MATERIAL FOR THIS TASK:
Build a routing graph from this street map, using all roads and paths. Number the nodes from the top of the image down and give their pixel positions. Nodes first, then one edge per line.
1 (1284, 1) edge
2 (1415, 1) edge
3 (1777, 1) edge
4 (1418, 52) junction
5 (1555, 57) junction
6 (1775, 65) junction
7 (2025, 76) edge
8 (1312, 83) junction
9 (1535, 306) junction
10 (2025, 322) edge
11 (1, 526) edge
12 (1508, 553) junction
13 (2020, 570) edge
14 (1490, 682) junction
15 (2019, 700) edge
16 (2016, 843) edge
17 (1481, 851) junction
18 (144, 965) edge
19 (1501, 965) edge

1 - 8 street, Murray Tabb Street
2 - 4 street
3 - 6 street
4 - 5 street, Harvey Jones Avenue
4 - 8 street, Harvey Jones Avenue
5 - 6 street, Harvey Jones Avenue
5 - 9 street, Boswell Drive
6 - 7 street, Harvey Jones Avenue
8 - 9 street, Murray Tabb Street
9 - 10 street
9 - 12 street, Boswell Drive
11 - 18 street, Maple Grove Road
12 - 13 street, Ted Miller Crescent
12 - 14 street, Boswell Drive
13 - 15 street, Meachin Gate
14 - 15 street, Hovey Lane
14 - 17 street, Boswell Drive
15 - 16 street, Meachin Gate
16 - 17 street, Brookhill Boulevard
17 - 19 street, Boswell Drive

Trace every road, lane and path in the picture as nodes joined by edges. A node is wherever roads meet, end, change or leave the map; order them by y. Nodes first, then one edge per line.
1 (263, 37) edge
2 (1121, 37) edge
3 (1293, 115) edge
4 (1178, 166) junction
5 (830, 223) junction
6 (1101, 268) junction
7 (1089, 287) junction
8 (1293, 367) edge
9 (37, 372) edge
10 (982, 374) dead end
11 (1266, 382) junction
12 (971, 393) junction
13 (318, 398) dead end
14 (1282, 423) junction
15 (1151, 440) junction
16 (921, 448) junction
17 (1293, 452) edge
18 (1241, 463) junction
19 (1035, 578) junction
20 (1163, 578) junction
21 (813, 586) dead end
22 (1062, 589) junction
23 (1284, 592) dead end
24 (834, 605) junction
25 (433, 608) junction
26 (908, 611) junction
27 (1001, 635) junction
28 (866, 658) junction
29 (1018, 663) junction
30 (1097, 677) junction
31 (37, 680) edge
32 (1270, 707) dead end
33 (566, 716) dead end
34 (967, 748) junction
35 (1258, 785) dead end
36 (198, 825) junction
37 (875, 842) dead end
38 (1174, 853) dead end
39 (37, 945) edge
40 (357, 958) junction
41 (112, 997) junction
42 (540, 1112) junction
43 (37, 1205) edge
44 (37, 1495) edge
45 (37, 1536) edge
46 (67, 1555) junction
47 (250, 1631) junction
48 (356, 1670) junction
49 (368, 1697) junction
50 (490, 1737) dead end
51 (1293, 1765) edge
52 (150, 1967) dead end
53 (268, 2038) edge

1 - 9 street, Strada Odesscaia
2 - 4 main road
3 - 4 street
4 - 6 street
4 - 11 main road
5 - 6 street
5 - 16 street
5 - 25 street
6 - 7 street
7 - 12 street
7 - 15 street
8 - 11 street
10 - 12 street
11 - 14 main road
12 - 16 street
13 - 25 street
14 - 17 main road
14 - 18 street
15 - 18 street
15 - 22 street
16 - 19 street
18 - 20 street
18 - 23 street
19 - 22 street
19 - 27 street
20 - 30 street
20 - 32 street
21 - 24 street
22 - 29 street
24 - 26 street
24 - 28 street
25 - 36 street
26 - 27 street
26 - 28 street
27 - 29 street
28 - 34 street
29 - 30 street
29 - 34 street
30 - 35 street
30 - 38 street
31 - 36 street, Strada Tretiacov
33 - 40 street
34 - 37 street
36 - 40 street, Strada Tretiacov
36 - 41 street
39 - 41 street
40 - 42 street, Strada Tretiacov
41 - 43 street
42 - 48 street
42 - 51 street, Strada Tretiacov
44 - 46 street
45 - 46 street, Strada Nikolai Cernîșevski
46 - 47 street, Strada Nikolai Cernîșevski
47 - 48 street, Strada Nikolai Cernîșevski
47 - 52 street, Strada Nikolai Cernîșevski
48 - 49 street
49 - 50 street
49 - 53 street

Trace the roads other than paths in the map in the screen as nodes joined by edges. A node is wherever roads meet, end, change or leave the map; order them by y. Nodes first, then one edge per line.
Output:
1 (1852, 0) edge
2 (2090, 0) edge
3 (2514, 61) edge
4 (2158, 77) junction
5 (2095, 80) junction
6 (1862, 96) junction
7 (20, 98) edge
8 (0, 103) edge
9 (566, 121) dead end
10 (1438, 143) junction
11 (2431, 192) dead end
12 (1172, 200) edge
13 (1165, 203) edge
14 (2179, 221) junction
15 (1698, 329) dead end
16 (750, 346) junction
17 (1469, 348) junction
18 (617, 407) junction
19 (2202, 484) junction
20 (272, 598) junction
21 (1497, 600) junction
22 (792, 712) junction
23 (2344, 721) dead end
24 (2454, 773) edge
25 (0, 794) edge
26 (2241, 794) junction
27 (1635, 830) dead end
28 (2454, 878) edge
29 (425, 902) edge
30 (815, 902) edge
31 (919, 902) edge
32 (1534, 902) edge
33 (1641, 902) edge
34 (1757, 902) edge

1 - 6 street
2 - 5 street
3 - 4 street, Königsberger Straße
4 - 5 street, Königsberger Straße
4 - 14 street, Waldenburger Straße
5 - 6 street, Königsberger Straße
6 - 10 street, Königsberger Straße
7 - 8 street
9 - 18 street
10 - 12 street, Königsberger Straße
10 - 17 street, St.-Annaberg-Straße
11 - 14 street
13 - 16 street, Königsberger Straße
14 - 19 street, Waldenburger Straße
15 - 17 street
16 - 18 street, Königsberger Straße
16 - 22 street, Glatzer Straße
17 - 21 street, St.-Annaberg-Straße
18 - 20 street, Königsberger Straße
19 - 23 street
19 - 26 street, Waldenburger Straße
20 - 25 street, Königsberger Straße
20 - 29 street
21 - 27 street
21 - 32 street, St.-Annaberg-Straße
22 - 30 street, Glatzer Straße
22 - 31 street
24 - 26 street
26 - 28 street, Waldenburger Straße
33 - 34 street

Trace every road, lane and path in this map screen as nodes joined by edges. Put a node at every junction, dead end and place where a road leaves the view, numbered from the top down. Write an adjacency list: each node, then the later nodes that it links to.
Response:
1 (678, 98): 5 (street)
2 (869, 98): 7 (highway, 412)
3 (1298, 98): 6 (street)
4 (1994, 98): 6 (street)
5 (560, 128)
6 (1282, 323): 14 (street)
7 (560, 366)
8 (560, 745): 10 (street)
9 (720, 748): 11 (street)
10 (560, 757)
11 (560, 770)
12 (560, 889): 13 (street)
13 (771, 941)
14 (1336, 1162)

WHAT YOU NEED TO DO:
Taking the line with "Trace every road, lane and path in this" as the start and the last line of the data above as the end, write out those two lines and every line between them exactly, and only those.

EXERCISE RESULT:
Trace every road, lane and path in this map screen as nodes joined by edges. Put a node at every junction, dead end and place where a road leaves the view, numbered from the top down. Write an adjacency list: each node, then the later nodes that it links to.
Response:
1 (678, 98): 5 (street)
2 (869, 98): 7 (highway, 412)
3 (1298, 98): 6 (street)
4 (1994, 98): 6 (street)
5 (560, 128)
6 (1282, 323): 14 (street)
7 (560, 366)
8 (560, 745): 10 (street)
9 (720, 748): 11 (street)
10 (560, 757)
11 (560, 770)
12 (560, 889): 13 (street)
13 (771, 941)
14 (1336, 1162)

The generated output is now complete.